● **RECORDS SUPPLIED**

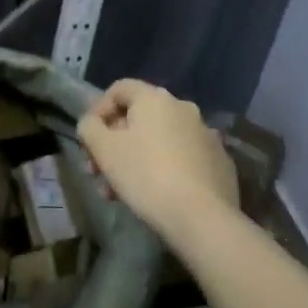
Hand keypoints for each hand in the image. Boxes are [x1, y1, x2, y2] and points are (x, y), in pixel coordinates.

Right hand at [77, 79, 238, 245]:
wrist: (202, 218)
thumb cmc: (146, 175)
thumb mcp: (104, 149)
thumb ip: (89, 128)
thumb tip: (92, 123)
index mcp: (156, 98)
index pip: (119, 89)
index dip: (98, 110)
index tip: (89, 140)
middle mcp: (184, 108)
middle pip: (138, 119)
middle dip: (113, 144)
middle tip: (97, 173)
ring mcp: (206, 136)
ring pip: (159, 142)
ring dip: (134, 160)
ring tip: (118, 193)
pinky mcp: (219, 162)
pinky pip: (182, 159)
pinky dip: (163, 170)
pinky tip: (153, 196)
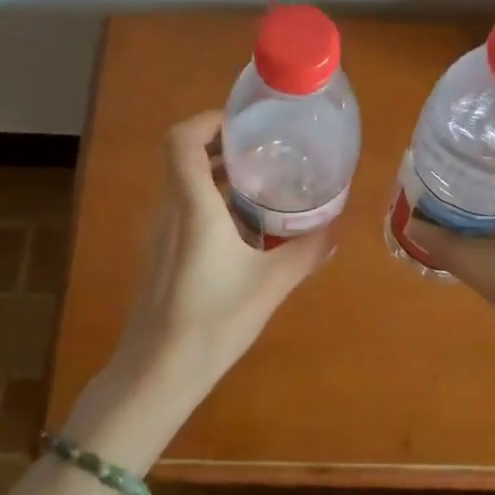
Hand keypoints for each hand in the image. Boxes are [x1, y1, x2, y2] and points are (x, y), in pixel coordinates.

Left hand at [101, 110, 335, 411]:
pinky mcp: (159, 255)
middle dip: (221, 146)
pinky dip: (209, 202)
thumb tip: (336, 229)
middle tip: (264, 152)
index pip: (181, 140)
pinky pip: (181, 210)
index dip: (208, 122)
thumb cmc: (213, 322)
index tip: (244, 127)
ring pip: (182, 184)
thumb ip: (306, 252)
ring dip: (216, 175)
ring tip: (260, 185)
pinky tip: (241, 229)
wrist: (157, 373)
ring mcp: (159, 234)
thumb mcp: (270, 286)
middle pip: (183, 158)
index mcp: (192, 207)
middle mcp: (169, 211)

● **WHAT YOU WILL DO**
Skip the pictures and restate exactly the lines from the beginning of the listing to the line with "index tip: (89, 140)", that line included.

● **RESPONSE TO THIS TASK**
Hand keypoints for each hand in the image. Boxes are [x1, y1, x2, y2] and points are (x, y), in pixel coordinates.

Right hand at [77, 79, 238, 245]:
wrist: (202, 218)
thumb cmc: (146, 175)
thumb mcp: (104, 149)
thumb ip: (89, 128)
thumb tip: (92, 123)
index mcp: (156, 98)
index pip: (119, 89)
index dip: (98, 110)
index tip: (89, 140)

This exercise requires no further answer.